THE GRADUATION CELEBRATION OF MRS BUKELWA COSA
 

 


SPEECH BY PRINCE MANGOSUTHU BUTHELEZI MP
TRADITIONAL PRIME MINISTER OF THE ZULU NATION
CHAIRMAN:THE HOUSE OF TRADITIONAL LEADERS [KWAZULU NATAL]
AND PRESIDENT OF THE INKATHA FREEDOM PARTY

EMKHANZI ADMINISTRATION AREA, ENGCOBO: 5 August 2006  

I am delighted to be able to attend and say a few words at this wonderful congratulatory ceremony for Mrs Bukelwa Cosa, who has received a Bachelor of Education degree from my alma mater, Fort Hare University.

I thank Mr Cosa for extending a cordial invitation to me to be the guest speaker on this joyous occasion when family and friends are celebrating Mrs Bukelwa Cosa's academic triumph. Mr Cosa is one of our freedom fighters just like Mr Mbotoli and others from many strands of our liberation movement. And that is why I could not hesitate to accept a cordial invitation that he extended to me to be here today, to celebrate with his family and friends the success of his better half in her studies.

During the dark days of Apartheid I proclaimed EDUCATION as a great tool for our liberation. Education has continued to be that tool particularly for us who come from the previously disadvantaged sections of South Africa's population. So today's function is a day on which we celebrate that freedom in the broadest sense, which one acquires through education. To me freedom from ignorance seems to be the ultimate freedom a human being can acquire.

It was for this reason that when another liberation movement came up with the slogan: "LIBERATION NOW EDUCATION LATER" during the youth's uprising against Bantu Education in 1976 I responded with "EDUCATION FOR LIBERATION".

It was as a result of that stand which I took as the Chief Minister of the erstwhile KwaZulu Government, that some of our freedom fighters such as Dr Ntatho Motlana of the Committee of 10 fame, and Dr Percy Qoboza then Editor of 'The World' newspaper which the Apartheid Regime had banned, asked me to make arrangements for their children to get education in some of our KwaZulu Schools. This I did for I was never in doubt that we would achieve our political emancipation. I felt then that we needed in the spirit of the scouts' motto "TO BE PREPARED" for the second struggle in which we are now engaged for our economic emancipation. This is the freedom we are still far from achieving and which we will only achieve when education and acquisition of skills are available to each and every one of our young people.

Educators such as Bukelwa Cosa are scarce in South Africa today. That is why there have now been suggestions that even some of the retired Educators must be re-employed in order to meet the very serious problem of qualified Educators. It is important to give this background to today's function. We need to put it in its correct context within the huge and protracted struggle for our economic emancipation that we are waging as the previously disadvantaged section of South Africa's population.

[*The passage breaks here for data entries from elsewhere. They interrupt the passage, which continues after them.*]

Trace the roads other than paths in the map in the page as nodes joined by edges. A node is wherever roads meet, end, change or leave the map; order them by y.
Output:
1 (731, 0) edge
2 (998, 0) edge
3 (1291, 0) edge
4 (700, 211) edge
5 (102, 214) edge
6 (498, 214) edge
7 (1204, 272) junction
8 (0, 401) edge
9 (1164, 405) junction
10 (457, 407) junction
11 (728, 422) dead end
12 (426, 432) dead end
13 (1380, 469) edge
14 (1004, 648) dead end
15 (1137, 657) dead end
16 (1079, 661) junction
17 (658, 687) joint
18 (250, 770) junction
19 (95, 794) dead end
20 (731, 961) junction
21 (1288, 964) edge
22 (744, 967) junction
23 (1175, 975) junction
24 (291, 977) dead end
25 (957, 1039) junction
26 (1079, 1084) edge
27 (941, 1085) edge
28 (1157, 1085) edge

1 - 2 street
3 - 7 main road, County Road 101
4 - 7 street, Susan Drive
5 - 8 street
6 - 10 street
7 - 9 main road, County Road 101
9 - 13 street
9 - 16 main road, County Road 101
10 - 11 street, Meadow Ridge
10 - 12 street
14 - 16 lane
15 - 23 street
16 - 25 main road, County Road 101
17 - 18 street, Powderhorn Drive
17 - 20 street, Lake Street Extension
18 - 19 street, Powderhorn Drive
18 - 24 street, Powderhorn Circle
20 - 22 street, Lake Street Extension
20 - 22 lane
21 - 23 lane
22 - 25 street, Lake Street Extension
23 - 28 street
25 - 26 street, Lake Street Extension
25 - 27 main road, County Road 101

Today's function is also important for another reason. One of the giants which we as black South Africans are facing is abject poverty in which we are still trapped. That is why I speak of our economic emancipation.

Today's function is taking place in one of our rural areas. I am myself someone who was born and bred in a rural area and who continues to live there. I hope to live there for the rest of my life and to be buried there.

This I always argue places me in a very advantageous position in knowing and understanding the poverty of our people. I do not need to go to libraries in order to know exactly who the poor are, for I live amongst them. I have great understanding and empathy for them even when they migrate to all our cities, where they live in the most squalid conditions in the hope that this might improve their chances to be get their freedom from poverty. It is for this reason that our getting such a highly qualified Educator that Bukelwa Cosa is, is a blow for our struggle towards our economic emancipation.

Mrs Bukelwa Cosa's success is also a blow on behalf of our whole womanhood.  Our women have had more hurdles to jump over because of the fact that they have always been discriminated against because they are women. And yet one wonders where we would be as a Nation if it was not for our women.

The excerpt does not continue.